** Records for this exercise follows **

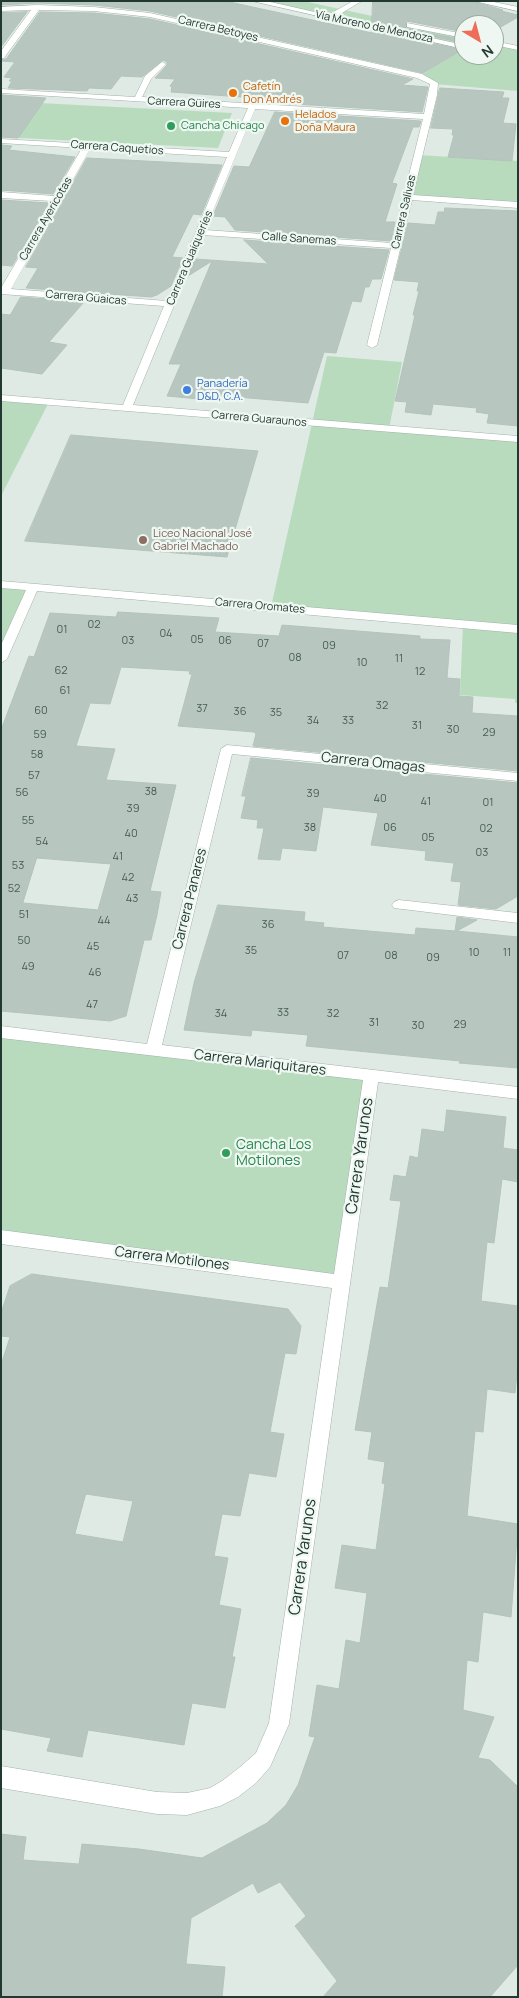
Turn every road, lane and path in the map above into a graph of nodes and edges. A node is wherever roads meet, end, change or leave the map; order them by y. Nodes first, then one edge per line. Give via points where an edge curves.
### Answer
1 (256, 1) edge
2 (359, 1) edge
3 (477, 1) edge
4 (327, 6) dead end
5 (37, 7) junction
6 (1, 9) edge
7 (518, 9) edge
8 (343, 10) junction
9 (352, 12) dead end
10 (329, 17) junction
11 (398, 22) dead end
12 (454, 34) edge
13 (454, 45) edge
14 (504, 45) edge
15 (518, 48) edge
16 (1, 56) edge
17 (162, 64) dead end
18 (432, 80) joint
19 (1, 91) edge
20 (137, 100) junction
21 (252, 107) junction
22 (427, 117) junction
23 (1, 141) edge
24 (87, 146) junction
25 (233, 155) junction
26 (1, 195) edge
27 (408, 198) junction
28 (57, 199) junction
29 (518, 205) edge
30 (201, 232) junction
31 (396, 246) junction
32 (3, 291) edge
33 (170, 304) junction
34 (372, 346) dead end
35 (1, 398) edge
36 (127, 408) junction
37 (518, 439) edge
38 (1, 584) edge
39 (33, 586) junction
40 (518, 629) edge
41 (1, 658) edge
42 (227, 748) joint
43 (518, 777) edge
44 (399, 905) dead end
45 (518, 918) edge
46 (1, 1032) edge
47 (153, 1050) junction
48 (371, 1076) junction
49 (518, 1093) edge
50 (1, 1237) edge
51 (342, 1282) junction
52 (1, 1777) edge

1 - 10 street, Vía Moreno de Mendoza
2 - 8 street
3 - 7 street
4 - 8 street, Vía Moreno de Mendoza
5 - 6 street, Carrera Betoyes
5 - 16 street
5 - 18 street, Carrera Betoyes via 114,10 164,17
8 - 9 street, Vía Moreno de Mendoza
8 - 10 street
10 - 13 street, Vía Moreno de Mendoza
11 - 12 street, Vía Moreno de Mendoza
14 - 15 street
17 - 20 street via 148,78
18 - 22 street, Carrera Salivas via 434,86
19 - 20 street, Carrera Güires
20 - 21 street, Carrera Güires
21 - 22 street, Carrera Güires
21 - 25 street, Carrera Guaiqueríes
22 - 27 street, Carrera Salivas
23 - 24 street, Carrera Caquetios
24 - 25 street, Carrera Caquetios
24 - 28 street, Carrera Ayericotas
25 - 30 street, Carrera Guaiqueríes
26 - 28 street
27 - 29 street
27 - 31 street, Carrera Salivas
28 - 32 street, Carrera Ayericotas
30 - 31 street, Calle Sanemas
30 - 33 street, Carrera Guaiqueríes
31 - 34 street, Carrera Salivas
32 - 33 street, Carrera Güaicas
33 - 36 street, Carrera Guaiqueríes
35 - 36 street, Carrera Guaraunos
36 - 37 street, Carrera Guaraunos
38 - 39 street, Carrera Oromates
39 - 40 street, Carrera Oromates
39 - 41 street
42 - 43 street, Carrera Omagas
42 - 47 street, Carrera Panares
44 - 45 street
46 - 47 street, Carrera Mariquitares
47 - 48 street, Carrera Mariquitares
48 - 49 street, Carrera Mariquitares
48 - 51 street, Carrera Yarunos
50 - 51 street, Carrera Motilones
51 - 52 street, Carrera Yarunos via 279,1724 263,1760 230,1788 212,1798 187,1804 157,1803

** End of Records for this exercise **

→ **Work task**:
Pull out all lines from the entries above in which the word "Yarunos" appears.

→ **Written answer**:
48 - 51 street, Carrera Yarunos
51 - 52 street, Carrera Yarunos via 279,1724 263,1760 230,1788 212,1798 187,1804 157,1803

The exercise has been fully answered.